> [GOAL OF THE EXERCISE]: This task calls for copying every line of the records that includes the word "Кальмана".

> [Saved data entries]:

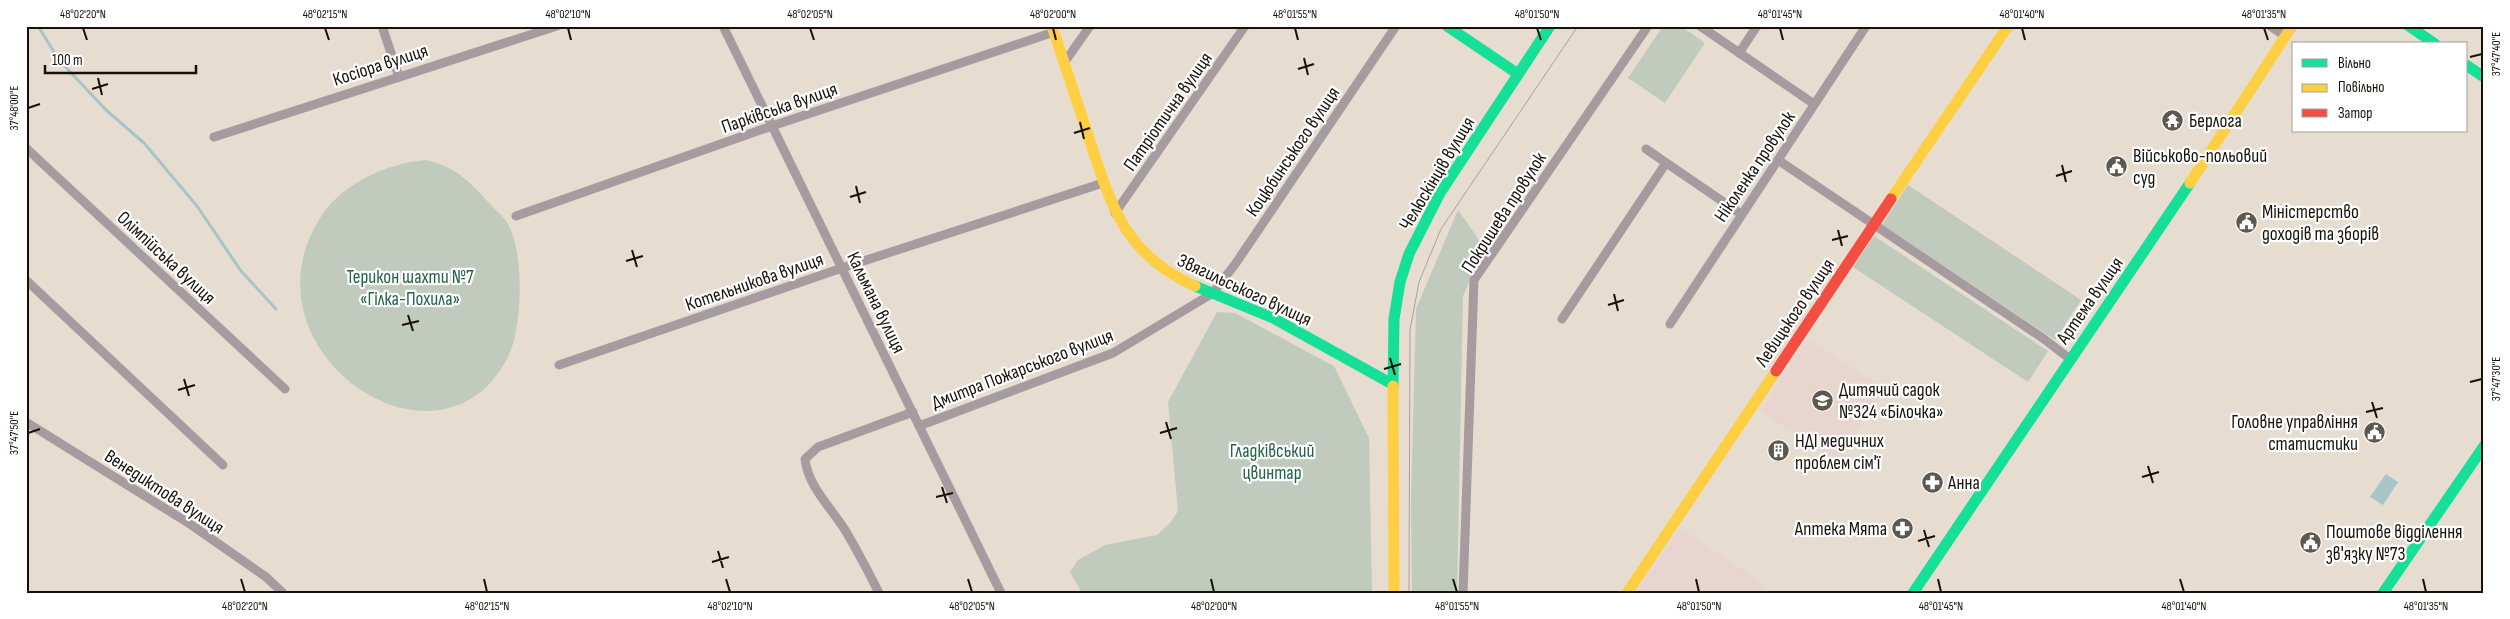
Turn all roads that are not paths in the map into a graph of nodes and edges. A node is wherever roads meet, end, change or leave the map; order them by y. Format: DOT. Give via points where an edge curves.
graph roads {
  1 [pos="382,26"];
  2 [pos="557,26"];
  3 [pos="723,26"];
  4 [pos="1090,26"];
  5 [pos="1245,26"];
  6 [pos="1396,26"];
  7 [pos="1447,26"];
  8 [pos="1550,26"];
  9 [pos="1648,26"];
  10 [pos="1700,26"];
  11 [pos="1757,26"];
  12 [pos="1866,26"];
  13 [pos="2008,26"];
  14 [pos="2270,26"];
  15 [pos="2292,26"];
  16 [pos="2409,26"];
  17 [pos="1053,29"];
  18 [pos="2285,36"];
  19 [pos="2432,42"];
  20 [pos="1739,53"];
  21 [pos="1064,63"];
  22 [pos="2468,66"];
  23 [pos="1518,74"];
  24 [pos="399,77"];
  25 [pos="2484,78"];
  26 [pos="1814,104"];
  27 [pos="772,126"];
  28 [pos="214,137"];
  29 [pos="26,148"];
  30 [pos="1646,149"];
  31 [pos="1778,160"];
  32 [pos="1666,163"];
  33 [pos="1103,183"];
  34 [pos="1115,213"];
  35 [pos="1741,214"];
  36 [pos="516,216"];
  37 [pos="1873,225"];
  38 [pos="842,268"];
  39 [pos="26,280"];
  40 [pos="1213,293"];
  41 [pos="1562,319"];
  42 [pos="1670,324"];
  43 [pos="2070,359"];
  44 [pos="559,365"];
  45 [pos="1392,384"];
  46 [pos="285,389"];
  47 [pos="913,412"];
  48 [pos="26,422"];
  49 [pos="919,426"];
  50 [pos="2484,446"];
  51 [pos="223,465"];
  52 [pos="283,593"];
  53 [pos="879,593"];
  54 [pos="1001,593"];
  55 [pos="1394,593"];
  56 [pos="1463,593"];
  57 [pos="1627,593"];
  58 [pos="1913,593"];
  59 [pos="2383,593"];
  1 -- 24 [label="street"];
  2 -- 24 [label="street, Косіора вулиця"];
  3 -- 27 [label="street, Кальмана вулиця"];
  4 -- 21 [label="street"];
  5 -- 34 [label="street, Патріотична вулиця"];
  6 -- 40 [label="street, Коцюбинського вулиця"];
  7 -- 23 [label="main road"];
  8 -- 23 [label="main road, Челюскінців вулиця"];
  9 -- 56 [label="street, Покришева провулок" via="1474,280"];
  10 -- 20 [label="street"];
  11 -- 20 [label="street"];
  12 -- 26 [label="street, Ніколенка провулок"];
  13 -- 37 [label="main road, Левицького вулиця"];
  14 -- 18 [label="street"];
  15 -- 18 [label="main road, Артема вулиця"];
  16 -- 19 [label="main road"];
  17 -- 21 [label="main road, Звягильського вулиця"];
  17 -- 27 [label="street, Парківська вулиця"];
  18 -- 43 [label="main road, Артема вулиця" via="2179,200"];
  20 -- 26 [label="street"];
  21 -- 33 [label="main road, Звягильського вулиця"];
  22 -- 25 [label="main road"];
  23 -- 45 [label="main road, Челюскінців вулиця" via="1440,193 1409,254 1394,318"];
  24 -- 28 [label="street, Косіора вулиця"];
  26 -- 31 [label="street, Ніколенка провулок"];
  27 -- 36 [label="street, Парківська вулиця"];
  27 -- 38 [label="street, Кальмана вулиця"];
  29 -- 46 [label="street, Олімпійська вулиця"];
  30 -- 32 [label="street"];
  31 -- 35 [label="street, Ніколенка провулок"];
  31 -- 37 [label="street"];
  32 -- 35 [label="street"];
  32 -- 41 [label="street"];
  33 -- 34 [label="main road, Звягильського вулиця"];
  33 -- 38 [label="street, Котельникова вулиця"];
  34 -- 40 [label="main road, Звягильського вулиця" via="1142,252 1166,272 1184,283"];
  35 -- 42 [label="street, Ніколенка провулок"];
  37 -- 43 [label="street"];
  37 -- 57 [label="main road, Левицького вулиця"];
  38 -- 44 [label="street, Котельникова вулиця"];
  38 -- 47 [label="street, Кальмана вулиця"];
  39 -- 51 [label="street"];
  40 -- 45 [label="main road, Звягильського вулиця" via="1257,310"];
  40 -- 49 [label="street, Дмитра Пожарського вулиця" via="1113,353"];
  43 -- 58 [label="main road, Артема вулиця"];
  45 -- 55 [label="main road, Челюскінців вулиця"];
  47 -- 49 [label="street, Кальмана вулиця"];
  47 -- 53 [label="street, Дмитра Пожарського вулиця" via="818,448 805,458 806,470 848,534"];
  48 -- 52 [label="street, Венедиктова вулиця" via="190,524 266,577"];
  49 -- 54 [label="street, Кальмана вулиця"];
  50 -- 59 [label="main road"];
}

> [EXERCISE SOLUTION]:
  3 -- 27 [label="street, Кальмана вулиця"];
  27 -- 38 [label="street, Кальмана вулиця"];
  38 -- 47 [label="street, Кальмана вулиця"];
  47 -- 49 [label="street, Кальмана вулиця"];
  49 -- 54 [label="street, Кальмана вулиця"];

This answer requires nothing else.